# RAW DATA
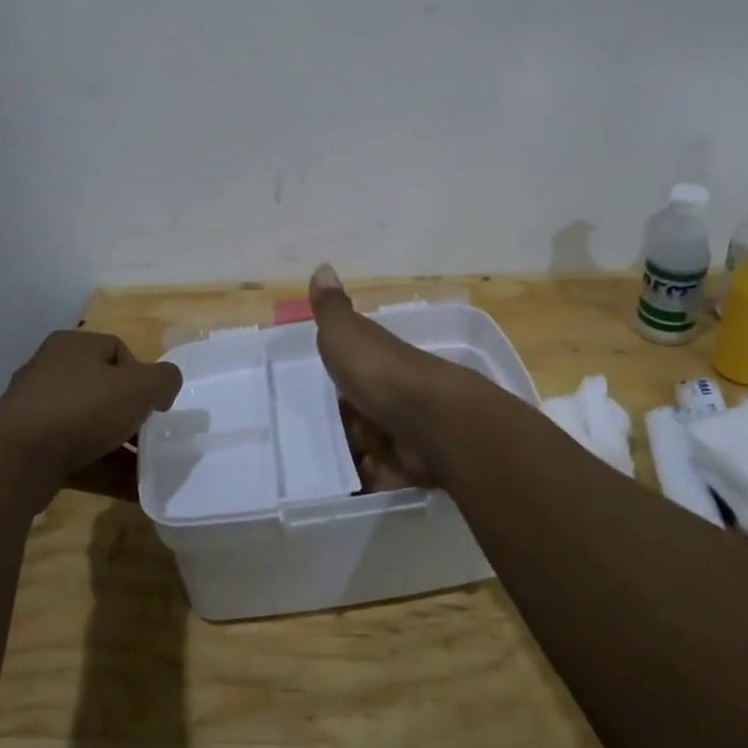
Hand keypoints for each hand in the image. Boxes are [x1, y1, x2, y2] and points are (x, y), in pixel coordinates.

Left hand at [0, 331, 182, 494]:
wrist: (16, 461)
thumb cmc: (83, 408)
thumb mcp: (140, 386)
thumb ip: (165, 379)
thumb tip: (164, 387)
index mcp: (73, 346)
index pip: (118, 351)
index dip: (143, 376)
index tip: (155, 404)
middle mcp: (50, 371)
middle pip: (104, 390)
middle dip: (131, 416)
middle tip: (150, 436)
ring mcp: (36, 412)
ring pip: (90, 426)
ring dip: (120, 448)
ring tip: (146, 470)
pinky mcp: (28, 449)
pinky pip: (75, 455)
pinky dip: (102, 469)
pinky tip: (129, 489)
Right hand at [309, 264, 468, 488]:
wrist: (431, 419)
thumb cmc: (379, 372)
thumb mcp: (345, 332)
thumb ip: (331, 308)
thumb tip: (322, 265)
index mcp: (378, 362)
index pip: (352, 374)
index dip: (336, 385)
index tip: (316, 398)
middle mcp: (395, 393)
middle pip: (362, 412)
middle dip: (345, 425)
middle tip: (316, 438)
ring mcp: (407, 429)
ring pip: (374, 445)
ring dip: (356, 454)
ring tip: (330, 464)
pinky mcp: (415, 464)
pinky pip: (387, 475)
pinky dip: (374, 479)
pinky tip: (355, 482)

# DIRECTIONS FOR THIS TASK
Line by line, output the material above exactly, passing over the pictures.

# COMPLETED EXERCISE
Hand keypoints for each hand in the image. Boxes are [x1, y1, x2, y2] and points are (x, y), in pixel coordinates.

Left hand at [0, 331, 182, 494]:
wrist: (16, 461)
thumb cmc: (83, 408)
thumb mcp: (140, 386)
thumb ip: (165, 379)
thumb tip: (164, 387)
index mcp: (73, 346)
index pip: (118, 351)
index dip: (143, 376)
index tip: (155, 404)
middle mcp: (50, 371)
middle pip: (104, 390)
middle dip: (131, 416)
middle tip: (150, 436)
ring mcp: (36, 412)
ring pip: (90, 426)
ring dip: (120, 448)
ring tip: (146, 470)
pinky mcp: (28, 449)
pinky pip: (75, 455)
pinky dip: (102, 469)
pinky tip: (129, 489)
Right hand at [309, 264, 468, 488]:
wrist: (431, 419)
thumb cmc: (379, 372)
thumb mcp: (345, 332)
thumb ip: (331, 308)
thumb tip: (322, 265)
index mcp: (378, 362)
index pip: (352, 374)
index dip: (336, 385)
index tip: (316, 398)
middle mcp: (395, 393)
middle pip: (362, 412)
middle dip: (345, 425)
middle tip: (316, 438)
ring mcp: (407, 429)
ring pip: (374, 445)
ring dip: (356, 454)
ring tip: (330, 464)
pinky mcp: (415, 464)
pinky pip: (387, 475)
pinky dip: (374, 479)
pinky tip: (355, 482)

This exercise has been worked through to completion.